Saved data entries
━━━
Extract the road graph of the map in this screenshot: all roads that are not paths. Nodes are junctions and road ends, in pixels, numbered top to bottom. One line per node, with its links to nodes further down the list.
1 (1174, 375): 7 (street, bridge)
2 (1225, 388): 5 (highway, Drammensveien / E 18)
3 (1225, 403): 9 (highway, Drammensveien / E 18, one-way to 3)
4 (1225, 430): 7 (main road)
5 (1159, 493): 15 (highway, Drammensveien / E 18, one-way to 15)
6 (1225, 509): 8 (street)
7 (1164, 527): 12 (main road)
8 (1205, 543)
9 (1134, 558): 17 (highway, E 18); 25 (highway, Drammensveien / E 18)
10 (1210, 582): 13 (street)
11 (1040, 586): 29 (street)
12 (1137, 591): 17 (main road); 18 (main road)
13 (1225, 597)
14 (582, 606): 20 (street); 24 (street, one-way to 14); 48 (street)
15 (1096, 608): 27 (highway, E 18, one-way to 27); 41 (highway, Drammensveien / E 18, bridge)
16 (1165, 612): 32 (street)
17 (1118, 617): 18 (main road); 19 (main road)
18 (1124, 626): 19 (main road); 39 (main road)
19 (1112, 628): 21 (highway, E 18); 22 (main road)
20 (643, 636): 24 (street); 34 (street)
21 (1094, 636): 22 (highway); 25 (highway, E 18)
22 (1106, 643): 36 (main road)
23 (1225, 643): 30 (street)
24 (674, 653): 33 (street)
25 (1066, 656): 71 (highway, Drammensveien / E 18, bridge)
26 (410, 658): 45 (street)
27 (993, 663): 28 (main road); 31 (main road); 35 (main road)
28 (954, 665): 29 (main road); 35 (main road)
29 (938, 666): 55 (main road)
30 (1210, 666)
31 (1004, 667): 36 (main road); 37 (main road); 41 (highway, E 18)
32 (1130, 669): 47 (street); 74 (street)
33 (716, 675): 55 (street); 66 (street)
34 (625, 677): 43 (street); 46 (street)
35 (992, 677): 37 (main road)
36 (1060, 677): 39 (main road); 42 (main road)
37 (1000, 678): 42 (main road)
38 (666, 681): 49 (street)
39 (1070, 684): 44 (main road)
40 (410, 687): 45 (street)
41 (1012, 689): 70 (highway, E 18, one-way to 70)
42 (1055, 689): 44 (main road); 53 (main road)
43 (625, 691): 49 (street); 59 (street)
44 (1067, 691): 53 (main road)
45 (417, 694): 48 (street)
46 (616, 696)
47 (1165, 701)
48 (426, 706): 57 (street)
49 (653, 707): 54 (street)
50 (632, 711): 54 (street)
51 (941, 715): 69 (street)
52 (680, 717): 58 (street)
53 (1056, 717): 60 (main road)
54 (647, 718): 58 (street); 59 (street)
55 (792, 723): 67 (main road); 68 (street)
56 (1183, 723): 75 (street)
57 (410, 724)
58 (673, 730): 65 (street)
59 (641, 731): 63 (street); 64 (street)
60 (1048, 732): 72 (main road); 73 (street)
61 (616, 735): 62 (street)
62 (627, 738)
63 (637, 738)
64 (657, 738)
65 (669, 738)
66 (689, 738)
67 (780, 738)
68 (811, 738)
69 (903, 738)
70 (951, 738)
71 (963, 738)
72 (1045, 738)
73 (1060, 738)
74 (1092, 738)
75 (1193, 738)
━━━
■ What you will do ■
Set the records above down again. Match them exactly.

■ Response for this exercise ■
Extract the road graph of the map in this screenshot: all roads that are not paths. Nodes are junctions and road ends, in pixels, numbered top to bottom. One line per node, with its links to nodes further down the list.
1 (1174, 375): 7 (street, bridge)
2 (1225, 388): 5 (highway, Drammensveien / E 18)
3 (1225, 403): 9 (highway, Drammensveien / E 18, one-way to 3)
4 (1225, 430): 7 (main road)
5 (1159, 493): 15 (highway, Drammensveien / E 18, one-way to 15)
6 (1225, 509): 8 (street)
7 (1164, 527): 12 (main road)
8 (1205, 543)
9 (1134, 558): 17 (highway, E 18); 25 (highway, Drammensveien / E 18)
10 (1210, 582): 13 (street)
11 (1040, 586): 29 (street)
12 (1137, 591): 17 (main road); 18 (main road)
13 (1225, 597)
14 (582, 606): 20 (street); 24 (street, one-way to 14); 48 (street)
15 (1096, 608): 27 (highway, E 18, one-way to 27); 41 (highway, Drammensveien / E 18, bridge)
16 (1165, 612): 32 (street)
17 (1118, 617): 18 (main road); 19 (main road)
18 (1124, 626): 19 (main road); 39 (main road)
19 (1112, 628): 21 (highway, E 18); 22 (main road)
20 (643, 636): 24 (street); 34 (street)
21 (1094, 636): 22 (highway); 25 (highway, E 18)
22 (1106, 643): 36 (main road)
23 (1225, 643): 30 (street)
24 (674, 653): 33 (street)
25 (1066, 656): 71 (highway, Drammensveien / E 18, bridge)
26 (410, 658): 45 (street)
27 (993, 663): 28 (main road); 31 (main road); 35 (main road)
28 (954, 665): 29 (main road); 35 (main road)
29 (938, 666): 55 (main road)
30 (1210, 666)
31 (1004, 667): 36 (main road); 37 (main road); 41 (highway, E 18)
32 (1130, 669): 47 (street); 74 (street)
33 (716, 675): 55 (street); 66 (street)
34 (625, 677): 43 (street); 46 (street)
35 (992, 677): 37 (main road)
36 (1060, 677): 39 (main road); 42 (main road)
37 (1000, 678): 42 (main road)
38 (666, 681): 49 (street)
39 (1070, 684): 44 (main road)
40 (410, 687): 45 (street)
41 (1012, 689): 70 (highway, E 18, one-way to 70)
42 (1055, 689): 44 (main road); 53 (main road)
43 (625, 691): 49 (street); 59 (street)
44 (1067, 691): 53 (main road)
45 (417, 694): 48 (street)
46 (616, 696)
47 (1165, 701)
48 (426, 706): 57 (street)
49 (653, 707): 54 (street)
50 (632, 711): 54 (street)
51 (941, 715): 69 (street)
52 (680, 717): 58 (street)
53 (1056, 717): 60 (main road)
54 (647, 718): 58 (street); 59 (street)
55 (792, 723): 67 (main road); 68 (street)
56 (1183, 723): 75 (street)
57 (410, 724)
58 (673, 730): 65 (street)
59 (641, 731): 63 (street); 64 (street)
60 (1048, 732): 72 (main road); 73 (street)
61 (616, 735): 62 (street)
62 (627, 738)
63 (637, 738)
64 (657, 738)
65 (669, 738)
66 (689, 738)
67 (780, 738)
68 (811, 738)
69 (903, 738)
70 (951, 738)
71 (963, 738)
72 (1045, 738)
73 (1060, 738)
74 (1092, 738)
75 (1193, 738)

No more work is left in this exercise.